Aujourd’hui, il faut se rendre à l’évidence que l’exploitation et l’utilisation de toutes les richesses nationales seront une entreprise lente, pénible, désespérante tant qu’aucun effort soutenu et désintéressé issu des élites engagées et véritablement nationalistes ne voit le jour au pays. C’est ainsi que le premier pas pour la Renaissance Centrafricaine est l’apport de tous les intellectuels nationaux (une partie des richesses humaines du pays) dans la définition d’un nouveau cadre de vie et de développement d’une nouvelle orientation économique, sociale et culturelle. Cette démarche est un véritable atout pour le devenir de notre pays si l’on prend l’exemple du Bénin (Bénin perspectives 2025) et de la Gambie (Gambia Vision 2020) dont les intellectuels ont su transcender tous les clivages pour s’atteler à l’essentiel qui est l’engagement de chaque intellectuel Béninois ou Gambien pour le développement de sa nation.
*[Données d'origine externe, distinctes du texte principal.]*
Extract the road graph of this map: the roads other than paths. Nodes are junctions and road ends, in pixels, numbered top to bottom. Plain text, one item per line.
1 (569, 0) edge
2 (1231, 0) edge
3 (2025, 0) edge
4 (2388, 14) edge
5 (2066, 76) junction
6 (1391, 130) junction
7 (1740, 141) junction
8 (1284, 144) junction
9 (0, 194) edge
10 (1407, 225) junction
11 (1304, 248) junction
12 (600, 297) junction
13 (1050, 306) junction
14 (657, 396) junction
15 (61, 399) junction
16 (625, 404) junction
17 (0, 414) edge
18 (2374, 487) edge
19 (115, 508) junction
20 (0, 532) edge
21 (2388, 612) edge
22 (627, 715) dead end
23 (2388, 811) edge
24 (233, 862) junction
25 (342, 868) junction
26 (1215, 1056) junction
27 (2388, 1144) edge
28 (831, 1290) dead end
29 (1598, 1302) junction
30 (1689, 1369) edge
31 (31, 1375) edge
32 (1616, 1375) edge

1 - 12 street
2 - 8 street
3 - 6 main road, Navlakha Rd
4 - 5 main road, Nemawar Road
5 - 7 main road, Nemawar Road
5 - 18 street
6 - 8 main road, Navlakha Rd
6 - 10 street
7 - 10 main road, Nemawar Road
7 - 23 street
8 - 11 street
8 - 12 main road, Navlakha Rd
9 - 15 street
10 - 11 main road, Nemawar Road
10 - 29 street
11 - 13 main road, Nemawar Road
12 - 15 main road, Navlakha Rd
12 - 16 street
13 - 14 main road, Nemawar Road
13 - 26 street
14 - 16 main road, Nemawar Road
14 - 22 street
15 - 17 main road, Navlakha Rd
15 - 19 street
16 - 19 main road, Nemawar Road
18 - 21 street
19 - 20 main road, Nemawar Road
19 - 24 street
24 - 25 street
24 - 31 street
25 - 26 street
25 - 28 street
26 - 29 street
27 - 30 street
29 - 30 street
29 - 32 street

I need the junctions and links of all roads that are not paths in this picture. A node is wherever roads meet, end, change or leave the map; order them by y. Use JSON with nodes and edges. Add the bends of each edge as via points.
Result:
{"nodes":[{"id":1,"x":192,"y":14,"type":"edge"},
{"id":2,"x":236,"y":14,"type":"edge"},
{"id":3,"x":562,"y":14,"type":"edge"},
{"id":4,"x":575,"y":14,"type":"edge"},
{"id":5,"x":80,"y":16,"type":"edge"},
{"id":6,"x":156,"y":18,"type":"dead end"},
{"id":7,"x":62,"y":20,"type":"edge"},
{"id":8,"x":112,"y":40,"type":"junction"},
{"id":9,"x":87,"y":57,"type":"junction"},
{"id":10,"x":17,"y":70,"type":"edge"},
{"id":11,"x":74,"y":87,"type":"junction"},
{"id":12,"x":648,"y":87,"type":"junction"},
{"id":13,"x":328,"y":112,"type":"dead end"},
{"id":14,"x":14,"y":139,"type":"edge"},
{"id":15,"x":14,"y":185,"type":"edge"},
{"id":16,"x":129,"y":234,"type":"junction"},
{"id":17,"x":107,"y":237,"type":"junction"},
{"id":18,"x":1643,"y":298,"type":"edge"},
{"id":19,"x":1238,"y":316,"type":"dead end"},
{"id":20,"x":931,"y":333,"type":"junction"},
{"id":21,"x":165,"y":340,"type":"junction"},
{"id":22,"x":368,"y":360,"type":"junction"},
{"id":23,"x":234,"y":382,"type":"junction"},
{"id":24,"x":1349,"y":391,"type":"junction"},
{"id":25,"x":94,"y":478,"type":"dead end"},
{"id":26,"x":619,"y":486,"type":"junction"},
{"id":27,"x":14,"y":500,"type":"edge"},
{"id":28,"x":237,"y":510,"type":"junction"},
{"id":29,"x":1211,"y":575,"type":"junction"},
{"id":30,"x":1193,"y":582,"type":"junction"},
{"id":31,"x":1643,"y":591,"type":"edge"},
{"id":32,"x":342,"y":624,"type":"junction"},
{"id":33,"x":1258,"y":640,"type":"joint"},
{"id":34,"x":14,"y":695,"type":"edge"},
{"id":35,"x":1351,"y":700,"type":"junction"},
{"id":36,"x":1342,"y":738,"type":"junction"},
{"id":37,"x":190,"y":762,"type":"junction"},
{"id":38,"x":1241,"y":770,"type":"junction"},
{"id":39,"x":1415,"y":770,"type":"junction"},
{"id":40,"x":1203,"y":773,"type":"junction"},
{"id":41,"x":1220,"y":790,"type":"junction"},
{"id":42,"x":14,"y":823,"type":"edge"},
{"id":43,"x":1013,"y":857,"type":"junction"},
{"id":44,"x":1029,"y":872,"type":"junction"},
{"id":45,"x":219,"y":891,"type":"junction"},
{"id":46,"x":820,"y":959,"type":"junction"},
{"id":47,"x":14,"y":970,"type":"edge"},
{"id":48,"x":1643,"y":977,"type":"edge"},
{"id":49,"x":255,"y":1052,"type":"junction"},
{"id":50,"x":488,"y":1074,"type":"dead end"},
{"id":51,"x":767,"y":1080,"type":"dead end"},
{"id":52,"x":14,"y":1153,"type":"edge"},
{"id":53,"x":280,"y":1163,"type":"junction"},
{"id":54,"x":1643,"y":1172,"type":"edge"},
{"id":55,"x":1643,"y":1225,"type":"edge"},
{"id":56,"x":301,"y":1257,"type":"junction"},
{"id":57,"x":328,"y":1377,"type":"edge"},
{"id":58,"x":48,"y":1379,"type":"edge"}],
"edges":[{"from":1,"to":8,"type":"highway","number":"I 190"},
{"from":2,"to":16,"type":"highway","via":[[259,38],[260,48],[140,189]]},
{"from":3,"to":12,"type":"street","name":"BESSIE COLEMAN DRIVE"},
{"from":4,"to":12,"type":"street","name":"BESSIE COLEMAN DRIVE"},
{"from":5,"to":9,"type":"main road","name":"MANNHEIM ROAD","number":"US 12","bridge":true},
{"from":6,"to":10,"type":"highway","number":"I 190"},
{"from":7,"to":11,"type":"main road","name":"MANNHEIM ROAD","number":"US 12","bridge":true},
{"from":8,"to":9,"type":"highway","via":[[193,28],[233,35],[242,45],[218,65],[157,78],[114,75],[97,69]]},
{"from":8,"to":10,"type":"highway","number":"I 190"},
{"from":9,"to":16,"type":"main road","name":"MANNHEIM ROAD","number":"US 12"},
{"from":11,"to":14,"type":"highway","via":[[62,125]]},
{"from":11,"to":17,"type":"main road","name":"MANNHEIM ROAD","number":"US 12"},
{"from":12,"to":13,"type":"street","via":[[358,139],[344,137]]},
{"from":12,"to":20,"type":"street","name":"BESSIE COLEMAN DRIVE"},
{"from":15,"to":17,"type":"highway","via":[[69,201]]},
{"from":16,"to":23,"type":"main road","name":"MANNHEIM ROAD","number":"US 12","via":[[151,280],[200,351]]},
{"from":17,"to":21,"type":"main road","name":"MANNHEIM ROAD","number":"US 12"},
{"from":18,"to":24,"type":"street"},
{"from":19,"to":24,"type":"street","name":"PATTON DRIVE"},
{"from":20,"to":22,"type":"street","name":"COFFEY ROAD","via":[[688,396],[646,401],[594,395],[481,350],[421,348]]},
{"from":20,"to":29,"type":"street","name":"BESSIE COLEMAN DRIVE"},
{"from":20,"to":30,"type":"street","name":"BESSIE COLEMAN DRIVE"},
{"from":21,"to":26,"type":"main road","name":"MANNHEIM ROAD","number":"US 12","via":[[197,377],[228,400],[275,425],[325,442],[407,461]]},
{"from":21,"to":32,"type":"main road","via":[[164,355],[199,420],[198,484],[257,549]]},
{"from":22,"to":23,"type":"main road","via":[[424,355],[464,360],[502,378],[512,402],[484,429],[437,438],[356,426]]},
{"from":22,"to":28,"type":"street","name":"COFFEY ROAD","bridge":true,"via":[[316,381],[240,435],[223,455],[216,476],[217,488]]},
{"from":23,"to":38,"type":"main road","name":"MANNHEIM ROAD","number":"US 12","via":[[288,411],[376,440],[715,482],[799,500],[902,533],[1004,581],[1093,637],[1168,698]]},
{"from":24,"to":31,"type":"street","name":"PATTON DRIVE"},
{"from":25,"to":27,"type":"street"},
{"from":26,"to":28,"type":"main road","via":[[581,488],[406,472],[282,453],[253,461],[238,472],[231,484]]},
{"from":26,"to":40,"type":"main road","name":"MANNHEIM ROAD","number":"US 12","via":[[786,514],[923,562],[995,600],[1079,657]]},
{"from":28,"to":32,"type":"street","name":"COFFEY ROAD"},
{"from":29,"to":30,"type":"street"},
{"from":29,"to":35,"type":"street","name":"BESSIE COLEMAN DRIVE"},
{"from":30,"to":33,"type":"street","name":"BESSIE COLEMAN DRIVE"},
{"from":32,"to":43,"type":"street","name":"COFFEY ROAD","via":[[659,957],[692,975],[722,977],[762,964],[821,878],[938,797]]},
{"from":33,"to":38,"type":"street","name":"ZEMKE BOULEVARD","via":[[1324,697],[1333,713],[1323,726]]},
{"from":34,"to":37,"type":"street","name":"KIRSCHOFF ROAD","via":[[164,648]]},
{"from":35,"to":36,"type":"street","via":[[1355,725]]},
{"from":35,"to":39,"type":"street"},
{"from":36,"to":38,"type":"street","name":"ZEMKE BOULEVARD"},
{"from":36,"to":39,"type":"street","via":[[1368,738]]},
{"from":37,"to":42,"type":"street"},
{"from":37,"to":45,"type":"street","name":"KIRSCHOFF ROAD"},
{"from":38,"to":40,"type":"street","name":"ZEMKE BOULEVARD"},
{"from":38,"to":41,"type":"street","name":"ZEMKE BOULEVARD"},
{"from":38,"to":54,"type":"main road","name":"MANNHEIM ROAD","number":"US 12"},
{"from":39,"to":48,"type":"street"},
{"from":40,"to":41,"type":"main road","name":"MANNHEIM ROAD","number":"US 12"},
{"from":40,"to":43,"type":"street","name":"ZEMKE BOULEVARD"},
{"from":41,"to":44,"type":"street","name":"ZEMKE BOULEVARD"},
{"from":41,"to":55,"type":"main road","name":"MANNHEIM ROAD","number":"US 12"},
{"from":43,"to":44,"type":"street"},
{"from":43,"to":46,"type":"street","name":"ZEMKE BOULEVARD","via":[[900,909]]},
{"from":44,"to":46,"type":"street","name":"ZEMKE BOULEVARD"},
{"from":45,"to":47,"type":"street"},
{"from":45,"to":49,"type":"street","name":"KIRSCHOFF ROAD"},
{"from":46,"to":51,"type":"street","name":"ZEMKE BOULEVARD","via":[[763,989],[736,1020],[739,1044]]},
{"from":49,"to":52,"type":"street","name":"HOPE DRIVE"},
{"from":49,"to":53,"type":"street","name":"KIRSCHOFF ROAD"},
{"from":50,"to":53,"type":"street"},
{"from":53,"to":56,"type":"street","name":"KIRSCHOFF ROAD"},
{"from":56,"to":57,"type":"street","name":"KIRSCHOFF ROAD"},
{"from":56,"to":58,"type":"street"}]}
Par ailleurs, en considérant l’exemple original, celui du Québec dénommé la Révolution tranquille qui a permis en 25 ans à cette province du Canada de rattraper les grandes nations industrialisées, je ne peux que conclure que “les esprits vraiment réalistes ne sont pas ceux qui jouent toute leur vie sur la gageure terre à terre de la médiocrité, mais ceux à qui l’histoire a enseigné la leçon qu’à toutes les époques l’utopie du jour a été la réalité du lendemain.”

 

La Renaissance Centrafricaine ne pourra s’affirmer et contribuer de manière dynamique à la reconstruction nationale que par l’engagement effectif de tous les intellectuels patriotes et engagés.

 

Narcisse Komas, Bangui, Centrafrique  (06 mai 2005 - Actualité centrafrique de sangonet)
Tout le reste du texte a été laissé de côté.